§ The data
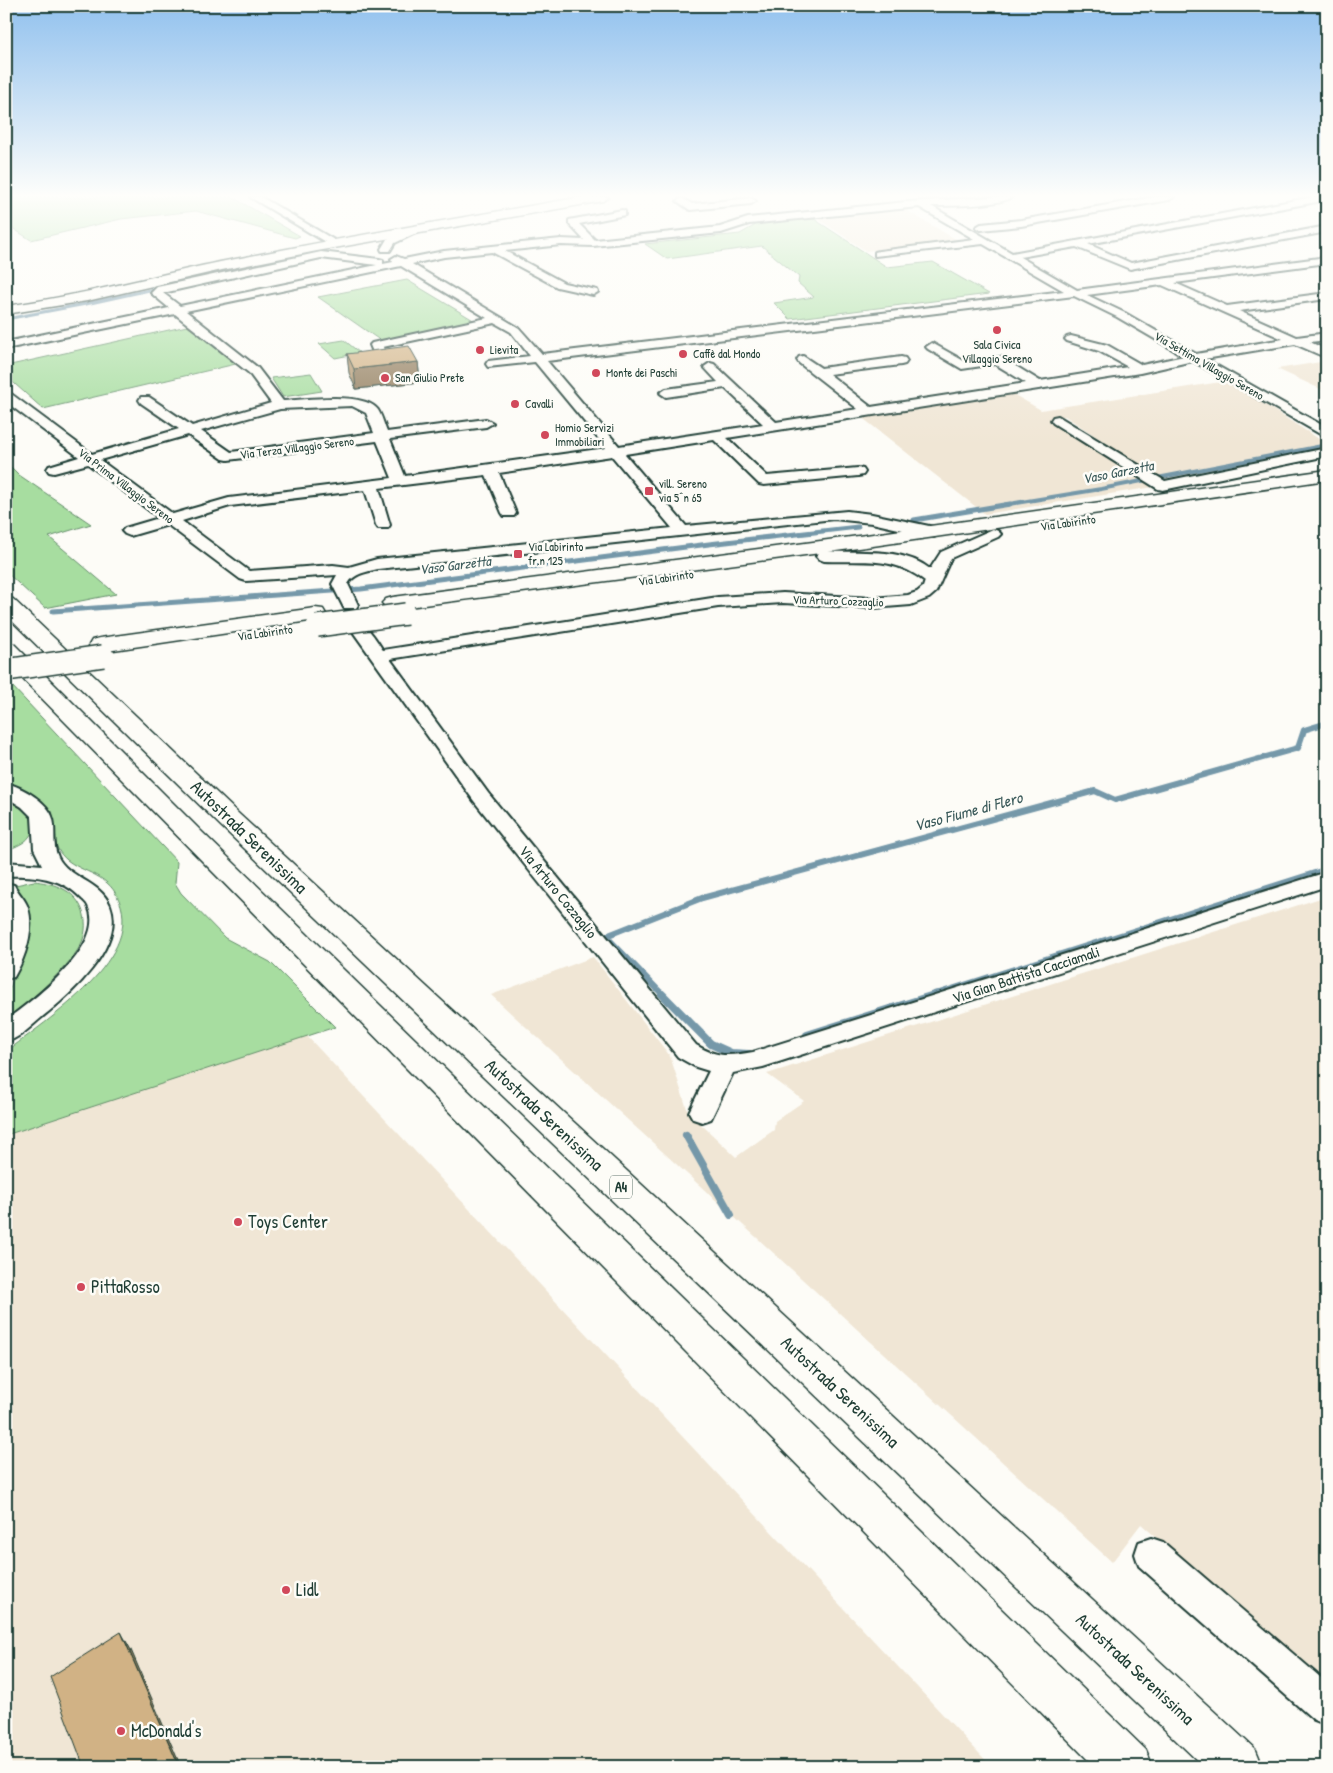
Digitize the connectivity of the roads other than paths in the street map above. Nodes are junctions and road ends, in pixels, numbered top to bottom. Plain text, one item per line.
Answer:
1 (161, 280) edge
2 (204, 280) edge
3 (323, 280) edge
4 (431, 280) edge
5 (553, 280) edge
6 (1052, 280) edge
7 (1178, 280) edge
8 (1163, 282) junction
9 (594, 292) dead end
10 (1075, 293) junction
11 (1327, 296) edge
12 (1227, 309) junction
13 (6, 310) edge
14 (177, 310) junction
15 (497, 319) junction
16 (644, 332) dead end
17 (1327, 336) edge
18 (1071, 339) dead end
19 (1297, 341) junction
20 (658, 345) junction
21 (6, 346) edge
22 (932, 347) dead end
23 (1327, 354) edge
24 (1196, 358) junction
25 (539, 359) junction
26 (803, 360) dead end
27 (382, 361) edge
28 (901, 361) dead end
29 (492, 364) dead end
30 (710, 367) dead end
31 (1140, 369) junction
32 (819, 372) junction
33 (728, 384) junction
34 (1038, 385) junction
35 (666, 393) dead end
36 (6, 396) edge
37 (145, 400) dead end
38 (279, 405) junction
39 (868, 411) junction
40 (1058, 420) dead end
41 (486, 423) dead end
42 (772, 425) junction
43 (190, 430) junction
44 (716, 434) junction
45 (1327, 434) edge
46 (382, 437) junction
47 (616, 451) junction
48 (1327, 452) edge
49 (89, 458) junction
50 (54, 469) dead end
51 (491, 470) junction
52 (858, 472) dead end
53 (1327, 475) edge
54 (400, 481) junction
55 (371, 485) junction
56 (1157, 486) junction
57 (1327, 487) edge
58 (509, 513) dead end
59 (860, 517) junction
60 (168, 519) junction
61 (383, 525) dead end
62 (130, 531) dead end
63 (682, 531) junction
64 (934, 532) junction
65 (993, 534) junction
66 (866, 541) junction
67 (824, 556) junction
68 (350, 572) junction
69 (246, 576) joint
70 (934, 580) junction
71 (346, 596) dead end
72 (6, 603) edge
73 (399, 608) junction
74 (358, 629) dead end
75 (6, 649) edge
76 (102, 650) junction
77 (377, 656) junction
78 (6, 658) edge
79 (6, 670) edge
80 (6, 789) edge
81 (53, 875) junction
82 (8, 877) edge
83 (1327, 879) edge
84 (6, 971) edge
85 (6, 1033) edge
86 (724, 1066) junction
87 (702, 1112) dead end
88 (1151, 1554) dead end
89 (1327, 1707) edge
90 (1129, 1767) edge
91 (1239, 1767) edge

1 - 13 main road
2 - 14 street
3 - 14 street
4 - 15 street
5 - 9 street
6 - 10 street, Via Settima Villaggio Sereno
7 - 8 street
8 - 10 street
8 - 12 street
10 - 20 street
10 - 24 street, Via Settima Villaggio Sereno
11 - 12 street
12 - 19 street
14 - 21 street
14 - 38 street
15 - 25 street
15 - 27 street
16 - 20 street
17 - 19 street
18 - 31 street
19 - 23 street
19 - 24 street
20 - 25 street
22 - 34 street
24 - 31 street
24 - 45 street, Via Settima Villaggio Sereno
25 - 29 street
25 - 47 street
26 - 32 street
28 - 32 street
30 - 33 street
31 - 34 street
32 - 39 street
33 - 35 street
33 - 42 street
34 - 39 street
36 - 49 street, Via Prima Villaggio Sereno
37 - 43 street, Via Terza Villaggio Sereno
38 - 43 street
38 - 46 street
39 - 42 street
40 - 56 street
41 - 46 street, Via Terza Villaggio Sereno
42 - 44 street
43 - 46 street, Via Terza Villaggio Sereno
43 - 49 street
44 - 47 street
44 - 52 street
46 - 54 street
47 - 51 street
47 - 63 street
48 - 56 street
49 - 50 street
49 - 60 street, Via Prima Villaggio Sereno
51 - 54 street
51 - 58 street
53 - 56 main road, Via Labirinto
54 - 55 street
55 - 60 street
55 - 61 street
56 - 64 main road, Via Labirinto
57 - 65 main road, Via Labirinto
59 - 63 street, Via Labirinto
59 - 64 street, Via Labirinto
59 - 66 street
60 - 62 street
60 - 69 street, Via Prima Villaggio Sereno
63 - 68 street, Via Labirinto
64 - 66 main road, Via Labirinto
65 - 67 main road, Via Labirinto
65 - 70 street, Via Arturo Cozzaglio
66 - 73 main road, Via Labirinto
67 - 70 street
67 - 73 main road, Via Labirinto
68 - 69 street, Via Labirinto
68 - 71 street
70 - 77 street, Via Arturo Cozzaglio
72 - 91 main road, Autostrada Serenissima / A4
73 - 76 main road, Via Labirinto, bridge
74 - 77 street, Via Arturo Cozzaglio
75 - 90 main road
76 - 78 main road, Via Labirinto
76 - 79 main road, Via Labirinto, bridge
77 - 86 street, Via Arturo Cozzaglio
80 - 81 street
81 - 82 street
81 - 85 street
82 - 84 street
83 - 86 street, Via Gian Battista Cacciamali
86 - 87 street
88 - 89 street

§ Work instructions
Please print all the data above word for word. Pictures should not appear in the copy.

§ Answer space
Digitize the connectivity of the roads other than paths in the street map above. Nodes are junctions and road ends, in pixels, numbered top to bottom. Plain text, one item per line.
Answer:
1 (161, 280) edge
2 (204, 280) edge
3 (323, 280) edge
4 (431, 280) edge
5 (553, 280) edge
6 (1052, 280) edge
7 (1178, 280) edge
8 (1163, 282) junction
9 (594, 292) dead end
10 (1075, 293) junction
11 (1327, 296) edge
12 (1227, 309) junction
13 (6, 310) edge
14 (177, 310) junction
15 (497, 319) junction
16 (644, 332) dead end
17 (1327, 336) edge
18 (1071, 339) dead end
19 (1297, 341) junction
20 (658, 345) junction
21 (6, 346) edge
22 (932, 347) dead end
23 (1327, 354) edge
24 (1196, 358) junction
25 (539, 359) junction
26 (803, 360) dead end
27 (382, 361) edge
28 (901, 361) dead end
29 (492, 364) dead end
30 (710, 367) dead end
31 (1140, 369) junction
32 (819, 372) junction
33 (728, 384) junction
34 (1038, 385) junction
35 (666, 393) dead end
36 (6, 396) edge
37 (145, 400) dead end
38 (279, 405) junction
39 (868, 411) junction
40 (1058, 420) dead end
41 (486, 423) dead end
42 (772, 425) junction
43 (190, 430) junction
44 (716, 434) junction
45 (1327, 434) edge
46 (382, 437) junction
47 (616, 451) junction
48 (1327, 452) edge
49 (89, 458) junction
50 (54, 469) dead end
51 (491, 470) junction
52 (858, 472) dead end
53 (1327, 475) edge
54 (400, 481) junction
55 (371, 485) junction
56 (1157, 486) junction
57 (1327, 487) edge
58 (509, 513) dead end
59 (860, 517) junction
60 (168, 519) junction
61 (383, 525) dead end
62 (130, 531) dead end
63 (682, 531) junction
64 (934, 532) junction
65 (993, 534) junction
66 (866, 541) junction
67 (824, 556) junction
68 (350, 572) junction
69 (246, 576) joint
70 (934, 580) junction
71 (346, 596) dead end
72 (6, 603) edge
73 (399, 608) junction
74 (358, 629) dead end
75 (6, 649) edge
76 (102, 650) junction
77 (377, 656) junction
78 (6, 658) edge
79 (6, 670) edge
80 (6, 789) edge
81 (53, 875) junction
82 (8, 877) edge
83 (1327, 879) edge
84 (6, 971) edge
85 (6, 1033) edge
86 (724, 1066) junction
87 (702, 1112) dead end
88 (1151, 1554) dead end
89 (1327, 1707) edge
90 (1129, 1767) edge
91 (1239, 1767) edge

1 - 13 main road
2 - 14 street
3 - 14 street
4 - 15 street
5 - 9 street
6 - 10 street, Via Settima Villaggio Sereno
7 - 8 street
8 - 10 street
8 - 12 street
10 - 20 street
10 - 24 street, Via Settima Villaggio Sereno
11 - 12 street
12 - 19 street
14 - 21 street
14 - 38 street
15 - 25 street
15 - 27 street
16 - 20 street
17 - 19 street
18 - 31 street
19 - 23 street
19 - 24 street
20 - 25 street
22 - 34 street
24 - 31 street
24 - 45 street, Via Settima Villaggio Sereno
25 - 29 street
25 - 47 street
26 - 32 street
28 - 32 street
30 - 33 street
31 - 34 street
32 - 39 street
33 - 35 street
33 - 42 street
34 - 39 street
36 - 49 street, Via Prima Villaggio Sereno
37 - 43 street, Via Terza Villaggio Sereno
38 - 43 street
38 - 46 street
39 - 42 street
40 - 56 street
41 - 46 street, Via Terza Villaggio Sereno
42 - 44 street
43 - 46 street, Via Terza Villaggio Sereno
43 - 49 street
44 - 47 street
44 - 52 street
46 - 54 street
47 - 51 street
47 - 63 street
48 - 56 street
49 - 50 street
49 - 60 street, Via Prima Villaggio Sereno
51 - 54 street
51 - 58 street
53 - 56 main road, Via Labirinto
54 - 55 street
55 - 60 street
55 - 61 street
56 - 64 main road, Via Labirinto
57 - 65 main road, Via Labirinto
59 - 63 street, Via Labirinto
59 - 64 street, Via Labirinto
59 - 66 street
60 - 62 street
60 - 69 street, Via Prima Villaggio Sereno
63 - 68 street, Via Labirinto
64 - 66 main road, Via Labirinto
65 - 67 main road, Via Labirinto
65 - 70 street, Via Arturo Cozzaglio
66 - 73 main road, Via Labirinto
67 - 70 street
67 - 73 main road, Via Labirinto
68 - 69 street, Via Labirinto
68 - 71 street
70 - 77 street, Via Arturo Cozzaglio
72 - 91 main road, Autostrada Serenissima / A4
73 - 76 main road, Via Labirinto, bridge
74 - 77 street, Via Arturo Cozzaglio
75 - 90 main road
76 - 78 main road, Via Labirinto
76 - 79 main road, Via Labirinto, bridge
77 - 86 street, Via Arturo Cozzaglio
80 - 81 street
81 - 82 street
81 - 85 street
82 - 84 street
83 - 86 street, Via Gian Battista Cacciamali
86 - 87 street
88 - 89 street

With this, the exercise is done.